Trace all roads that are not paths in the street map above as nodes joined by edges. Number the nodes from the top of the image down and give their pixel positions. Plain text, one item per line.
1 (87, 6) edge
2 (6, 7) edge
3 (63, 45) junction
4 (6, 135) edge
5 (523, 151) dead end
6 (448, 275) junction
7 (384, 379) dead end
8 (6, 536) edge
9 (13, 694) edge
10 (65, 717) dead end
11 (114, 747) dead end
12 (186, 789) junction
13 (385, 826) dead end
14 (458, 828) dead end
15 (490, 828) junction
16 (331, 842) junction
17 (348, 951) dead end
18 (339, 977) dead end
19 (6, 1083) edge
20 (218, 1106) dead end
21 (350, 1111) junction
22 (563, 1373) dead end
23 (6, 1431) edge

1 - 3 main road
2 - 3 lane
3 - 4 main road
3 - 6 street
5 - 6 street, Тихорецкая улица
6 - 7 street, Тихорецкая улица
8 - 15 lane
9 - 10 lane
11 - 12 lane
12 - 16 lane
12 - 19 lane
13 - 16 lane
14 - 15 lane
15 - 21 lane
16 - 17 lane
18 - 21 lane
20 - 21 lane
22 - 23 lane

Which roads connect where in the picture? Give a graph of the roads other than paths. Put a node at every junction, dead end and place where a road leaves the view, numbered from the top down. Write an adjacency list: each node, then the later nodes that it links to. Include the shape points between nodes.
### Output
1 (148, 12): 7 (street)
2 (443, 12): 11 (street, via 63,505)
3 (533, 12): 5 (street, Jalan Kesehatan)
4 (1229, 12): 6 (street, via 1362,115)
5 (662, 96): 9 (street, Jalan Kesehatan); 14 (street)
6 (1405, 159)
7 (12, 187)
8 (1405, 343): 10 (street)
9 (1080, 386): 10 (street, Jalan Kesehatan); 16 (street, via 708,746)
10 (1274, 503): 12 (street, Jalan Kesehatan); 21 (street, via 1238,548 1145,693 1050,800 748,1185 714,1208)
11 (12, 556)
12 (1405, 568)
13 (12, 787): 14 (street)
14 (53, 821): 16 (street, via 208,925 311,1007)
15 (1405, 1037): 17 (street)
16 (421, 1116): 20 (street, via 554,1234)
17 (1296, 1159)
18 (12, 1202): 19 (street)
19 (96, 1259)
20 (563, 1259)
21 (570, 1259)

- Try it -
Go through the data above and repeat all of it exactly.

- Task solution -
Trace all roads that are not paths in the street map above as nodes joined by edges. Number the nodes from the top of the image down and give their pixel positions. Plain text, one item per line.
1 (87, 6) edge
2 (6, 7) edge
3 (63, 45) junction
4 (6, 135) edge
5 (523, 151) dead end
6 (448, 275) junction
7 (384, 379) dead end
8 (6, 536) edge
9 (13, 694) edge
10 (65, 717) dead end
11 (114, 747) dead end
12 (186, 789) junction
13 (385, 826) dead end
14 (458, 828) dead end
15 (490, 828) junction
16 (331, 842) junction
17 (348, 951) dead end
18 (339, 977) dead end
19 (6, 1083) edge
20 (218, 1106) dead end
21 (350, 1111) junction
22 (563, 1373) dead end
23 (6, 1431) edge

1 - 3 main road
2 - 3 lane
3 - 4 main road
3 - 6 street
5 - 6 street, Тихорецкая улица
6 - 7 street, Тихорецкая улица
8 - 15 lane
9 - 10 lane
11 - 12 lane
12 - 16 lane
12 - 19 lane
13 - 16 lane
14 - 15 lane
15 - 21 lane
16 - 17 lane
18 - 21 lane
20 - 21 lane
22 - 23 lane

Which roads connect where in the picture? Give a graph of the roads other than paths. Put a node at every junction, dead end and place where a road leaves the view, numbered from the top down. Write an adjacency list: each node, then the later nodes that it links to. Include the shape points between nodes.
### Output
1 (148, 12): 7 (street)
2 (443, 12): 11 (street, via 63,505)
3 (533, 12): 5 (street, Jalan Kesehatan)
4 (1229, 12): 6 (street, via 1362,115)
5 (662, 96): 9 (street, Jalan Kesehatan); 14 (street)
6 (1405, 159)
7 (12, 187)
8 (1405, 343): 10 (street)
9 (1080, 386): 10 (street, Jalan Kesehatan); 16 (street, via 708,746)
10 (1274, 503): 12 (street, Jalan Kesehatan); 21 (street, via 1238,548 1145,693 1050,800 748,1185 714,1208)
11 (12, 556)
12 (1405, 568)
13 (12, 787): 14 (street)
14 (53, 821): 16 (street, via 208,925 311,1007)
15 (1405, 1037): 17 (street)
16 (421, 1116): 20 (street, via 554,1234)
17 (1296, 1159)
18 (12, 1202): 19 (street)
19 (96, 1259)
20 (563, 1259)
21 (570, 1259)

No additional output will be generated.